But is this oscillation or vibration the same notion of quantum fluctuation, or are they related?

The first thing to note is that it is not clear from the post whether you have actually "quantized" anything yet; it is possible to study the Klein-Gordan equation in the context of classical field theory or quantum field theory. The difference is that, in quantum field theory the $\phi(\vec x, t)$ are operators satisfying some canonical commutation relations. E.g., $$ [\hat\phi(\vec x),\hat\pi(\vec y)]=i\hbar\delta(\vec x-\vec y) $$

But... since it's somewhat implicit in the question... let's assume we have a quantum theory.

Next, recall that in second quantization an operator can be written as an integral over the quantized fields. For example: $$ \hat {\vec P} \sim \int d^3x \hat\phi(\vec x)i\nabla \hat\phi(\vec x)\;, $$ where $\hat {\vec P}$ is the total momentum operator. This sort of equation holds for single particle operators like $\hat {\vec P}$, but not two-particle operators like, e.g., the electrostatic interaction (those operators require four $\phi$ operators to express in 2nd quantization). The above equation is the "second-quantized" form of the following expression for a fixed N-particle system in "first quantization": $$ \hat {\vec P}=\sum_{i=1}^N\hat {\vec p_i}\;. $$ where $\hat {\vec p}_i$ is the momentum operator of the ith particle.

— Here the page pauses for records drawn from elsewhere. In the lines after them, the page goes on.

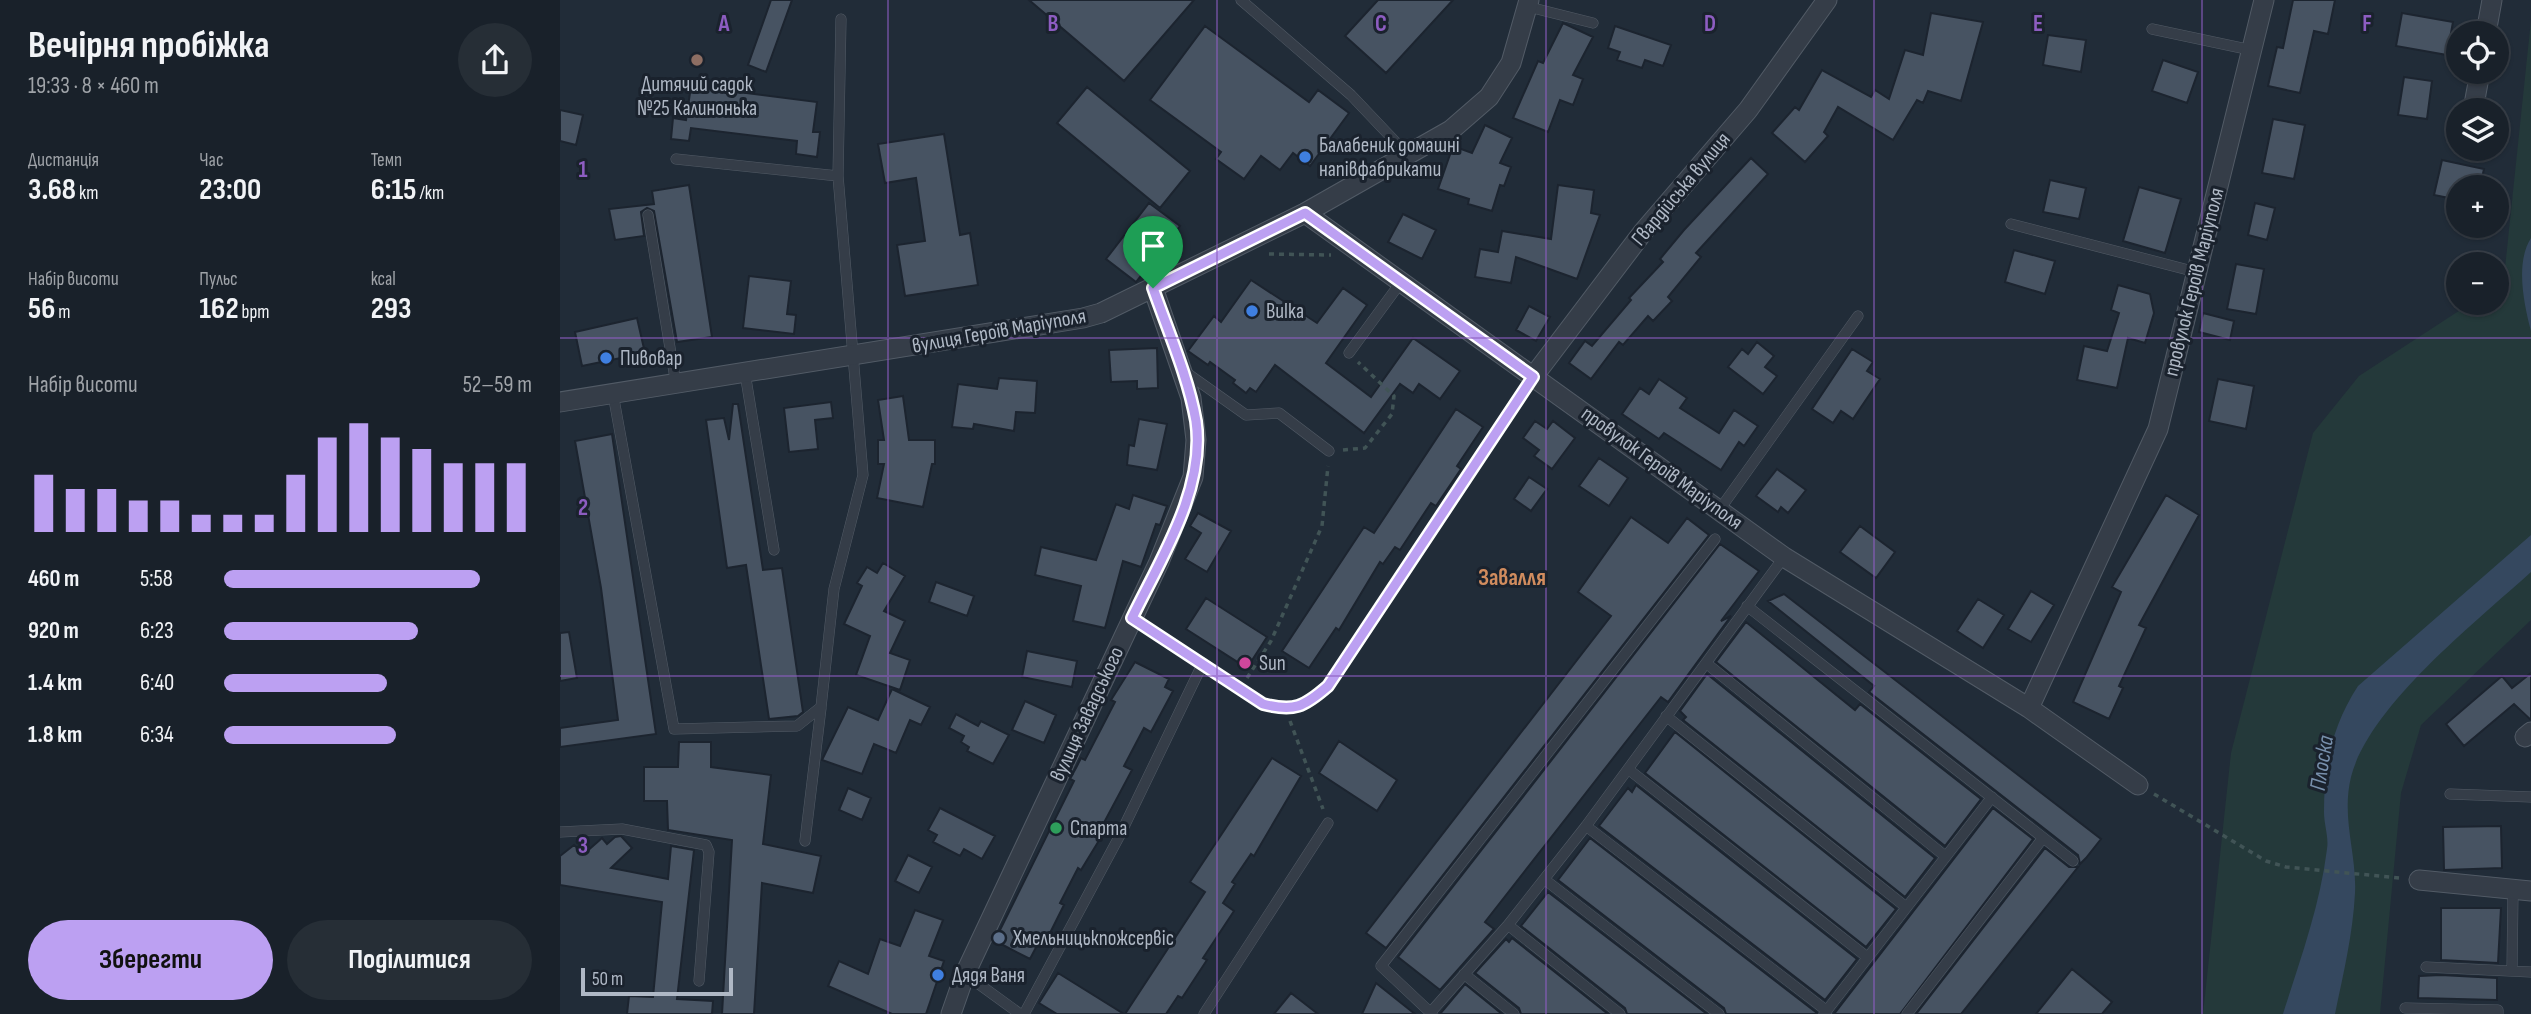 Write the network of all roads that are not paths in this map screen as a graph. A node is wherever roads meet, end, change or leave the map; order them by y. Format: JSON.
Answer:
{"nodes":[{"id":1,"x":1241,"y":0,"type":"edge"},
{"id":2,"x":1827,"y":0,"type":"edge"},
{"id":3,"x":2264,"y":0,"type":"edge"},
{"id":4,"x":2492,"y":0,"type":"edge"},
{"id":5,"x":1529,"y":3,"type":"edge"},
{"id":6,"x":841,"y":19,"type":"dead end"},
{"id":7,"x":2488,"y":21,"type":"edge"},
{"id":8,"x":1593,"y":23,"type":"dead end"},
{"id":9,"x":2152,"y":29,"type":"dead end"},
{"id":10,"x":2251,"y":50,"type":"junction"},
{"id":11,"x":1406,"y":153,"type":"junction"},
{"id":12,"x":676,"y":159,"type":"dead end"},
{"id":13,"x":838,"y":176,"type":"junction"},
{"id":14,"x":1305,"y":213,"type":"junction"},
{"id":15,"x":648,"y":215,"type":"dead end"},
{"id":16,"x":2011,"y":223,"type":"dead end"},
{"id":17,"x":2196,"y":272,"type":"junction"},
{"id":18,"x":1401,"y":282,"type":"junction"},
{"id":19,"x":1153,"y":288,"type":"junction"},
{"id":20,"x":1858,"y":316,"type":"dead end"},
{"id":21,"x":1349,"y":353,"type":"road end"},
{"id":22,"x":855,"y":356,"type":"junction"},
{"id":23,"x":1181,"y":368,"type":"junction"},
{"id":24,"x":744,"y":373,"type":"junction"},
{"id":25,"x":1533,"y":377,"type":"junction"},
{"id":26,"x":676,"y":384,"type":"junction"},
{"id":27,"x":613,"y":394,"type":"junction"},
{"id":28,"x":560,"y":402,"type":"edge"},
{"id":29,"x":1329,"y":451,"type":"road end"},
{"id":30,"x":1720,"y":509,"type":"junction"},
{"id":31,"x":1715,"y":539,"type":"dead end"},
{"id":32,"x":774,"y":550,"type":"dead end"},
{"id":33,"x":1784,"y":557,"type":"junction"},
{"id":34,"x":1747,"y":606,"type":"junction"},
{"id":35,"x":1132,"y":618,"type":"junction"},
{"id":36,"x":1202,"y":663,"type":"junction"},
{"id":37,"x":1706,"y":663,"type":"junction"},
{"id":38,"x":821,"y":707,"type":"junction"},
{"id":39,"x":2029,"y":708,"type":"junction"},
{"id":40,"x":1666,"y":716,"type":"junction"},
{"id":41,"x":1628,"y":769,"type":"junction"},
{"id":42,"x":2138,"y":785,"type":"road end"},
{"id":43,"x":2450,"y":794,"type":"dead end"},
{"id":44,"x":1992,"y":797,"type":"junction"},
{"id":45,"x":2531,"y":797,"type":"edge"},
{"id":46,"x":1328,"y":823,"type":"road end"},
{"id":47,"x":1586,"y":826,"type":"junction"},
{"id":48,"x":560,"y":832,"type":"edge"},
{"id":49,"x":2043,"y":838,"type":"junction"},
{"id":50,"x":805,"y":841,"type":"dead end"},
{"id":51,"x":1945,"y":856,"type":"junction"},
{"id":52,"x":2073,"y":861,"type":"dead end"},
{"id":53,"x":1544,"y":879,"type":"junction"},
{"id":54,"x":2419,"y":880,"type":"road end"},
{"id":55,"x":2522,"y":891,"type":"edge"},
{"id":56,"x":1906,"y":908,"type":"junction"},
{"id":57,"x":1508,"y":925,"type":"junction"},
{"id":58,"x":1867,"y":957,"type":"junction"},
{"id":59,"x":2426,"y":967,"type":"dead end"},
{"id":60,"x":2512,"y":971,"type":"junction"},
{"id":61,"x":2531,"y":972,"type":"edge"},
{"id":62,"x":965,"y":974,"type":"junction"},
{"id":63,"x":1464,"y":974,"type":"junction"},
{"id":64,"x":699,"y":981,"type":"dead end"},
{"id":65,"x":2405,"y":1007,"type":"dead end"},
{"id":66,"x":1826,"y":1012,"type":"edge"},
{"id":67,"x":1431,"y":1013,"type":"edge"},
{"id":68,"x":951,"y":1014,"type":"edge"},
{"id":69,"x":1022,"y":1014,"type":"edge"},
{"id":70,"x":1204,"y":1014,"type":"edge"},
{"id":71,"x":1514,"y":1014,"type":"edge"},
{"id":72,"x":1620,"y":1014,"type":"edge"},
{"id":73,"x":1719,"y":1014,"type":"edge"},
{"id":74,"x":1907,"y":1014,"type":"edge"},
{"id":75,"x":2498,"y":1014,"type":"edge"}],
"edges":[{"from":1,"to":11,"type":"lane"},
{"from":2,"to":25,"type":"street","name":"Гвардійська вулиця"},
{"from":3,"to":10,"type":"street","name":"провулок Героїв Маріуполя"},
{"from":4,"to":7,"type":"street"},
{"from":5,"to":8,"type":"lane"},
{"from":5,"to":11,"type":"street","name":"вулиця Героїв Маріуполя"},
{"from":6,"to":13,"type":"lane"},
{"from":9,"to":10,"type":"lane"},
{"from":10,"to":17,"type":"street","name":"провулок Героїв Маріуполя"},
{"from":11,"to":14,"type":"street","name":"вулиця Героїв Маріуполя"},
{"from":12,"to":13,"type":"lane"},
{"from":13,"to":22,"type":"lane"},
{"from":14,"to":18,"type":"street","name":"провулок Героїв Маріуполя"},
{"from":14,"to":19,"type":"street","name":"вулиця Героїв Маріуполя"},
{"from":15,"to":26,"type":"lane"},
{"from":16,"to":17,"type":"lane"},
{"from":17,"to":39,"type":"street","name":"провулок Героїв Маріуполя"},
{"from":18,"to":21,"type":"lane"},
{"from":18,"to":25,"type":"street","name":"провулок Героїв Маріуполя"},
{"from":19,"to":22,"type":"street","name":"вулиця Героїв Маріуполя"},
{"from":19,"to":23,"type":"street","name":"вулиця Завадського"},
{"from":20,"to":30,"type":"lane"},
{"from":22,"to":24,"type":"street","name":"вулиця Героїв Маріуполя"},
{"from":22,"to":38,"type":"lane"},
{"from":23,"to":29,"type":"lane"},
{"from":23,"to":35,"type":"street","name":"вулиця Завадського"},
{"from":24,"to":26,"type":"street","name":"вулиця Героїв Маріуполя"},
{"from":24,"to":32,"type":"lane"},
{"from":25,"to":30,"type":"street","name":"провулок Героїв Маріуполя"},
{"from":25,"to":36,"type":"lane"},
{"from":26,"to":27,"type":"street","name":"вулиця Героїв Маріуполя"},
{"from":27,"to":28,"type":"street","name":"вулиця Героїв Маріуполя"},
{"from":27,"to":38,"type":"lane"},
{"from":30,"to":33,"type":"street","name":"провулок Героїв Маріуполя"},
{"from":31,"to":67,"type":"lane"},
{"from":33,"to":34,"type":"lane"},
{"from":33,"to":39,"type":"street","name":"провулок Героїв Маріуполя"},
{"from":34,"to":37,"type":"lane"},
{"from":34,"to":44,"type":"lane"},
{"from":35,"to":36,"type":"lane"},
{"from":35,"to":62,"type":"street","name":"вулиця Завадського"},
{"from":36,"to":69,"type":"lane"},
{"from":37,"to":40,"type":"lane"},
{"from":37,"to":51,"type":"lane"},
{"from":38,"to":50,"type":"lane"},
{"from":39,"to":42,"type":"street","name":"провулок Героїв Маріуполя"},
{"from":40,"to":41,"type":"lane"},
{"from":40,"to":56,"type":"lane"},
{"from":41,"to":47,"type":"lane"},
{"from":41,"to":58,"type":"lane"},
{"from":43,"to":45,"type":"lane"},
{"from":44,"to":49,"type":"lane"},
{"from":44,"to":51,"type":"lane"},
{"from":46,"to":70,"type":"lane"},
{"from":47,"to":53,"type":"lane"},
{"from":47,"to":66,"type":"lane"},
{"from":48,"to":64,"type":"lane"},
{"from":49,"to":52,"type":"lane"},
{"from":49,"to":74,"type":"lane"},
{"from":51,"to":56,"type":"lane"},
{"from":53,"to":57,"type":"lane"},
{"from":53,"to":73,"type":"lane"},
{"from":54,"to":55,"type":"street"},
{"from":55,"to":60,"type":"lane"},
{"from":56,"to":58,"type":"lane"},
{"from":57,"to":63,"type":"lane"},
{"from":57,"to":72,"type":"lane"},
{"from":58,"to":66,"type":"lane"},
{"from":59,"to":60,"type":"lane"},
{"from":60,"to":61,"type":"lane"},
{"from":62,"to":68,"type":"street","name":"вулиця Завадського"},
{"from":62,"to":69,"type":"lane"},
{"from":63,"to":67,"type":"lane"},
{"from":63,"to":71,"type":"lane"},
{"from":65,"to":75,"type":"lane"}]}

Next, we have to be more precise about what you mean by "quantum fluctuation". Typically this means something along the lines of the variance of some operator being non-zero in quantum theory but zero in classical theory, or different in classical theory. Where by "the variance of operator $\hat O$" I mean $$ \langle \hat O^2\rangle-\langle O\rangle^2\;, $$ where the $<...>$ indicate expectation values with respect to some quantum state (or collection of states as specified, e.g., by a quantum statistical matrix).

It is important to realize that we still need quantum states in quantum field theory, just like in quantum mechanics. The question only mentions operators, not states... so it's a little ambiguous.... A commonly considered state is the so-called "vacuum state" $|0\rangle$ which is the state that is annihilated by all the annihilation operators (which you have not defined in your question, but we will assume the usual definition). Other occupation-number states can be defined by acting on the ground state with creation operators.

So, anyways, given some state $|\Psi\rangle$ and some operator $\hat O$ you can calculate "quantum fluctuations" in the usual way you would for any quantum mechanical system. E.g., for the $\hat {\vec P}$ operatory $$ <P>=\langle \Psi|\int d^3 k a^\dagger(\vec k)\vec k a(\vec k)|\Psi\rangle\;, $$ where, $\vec k$ is the single-particle momentum.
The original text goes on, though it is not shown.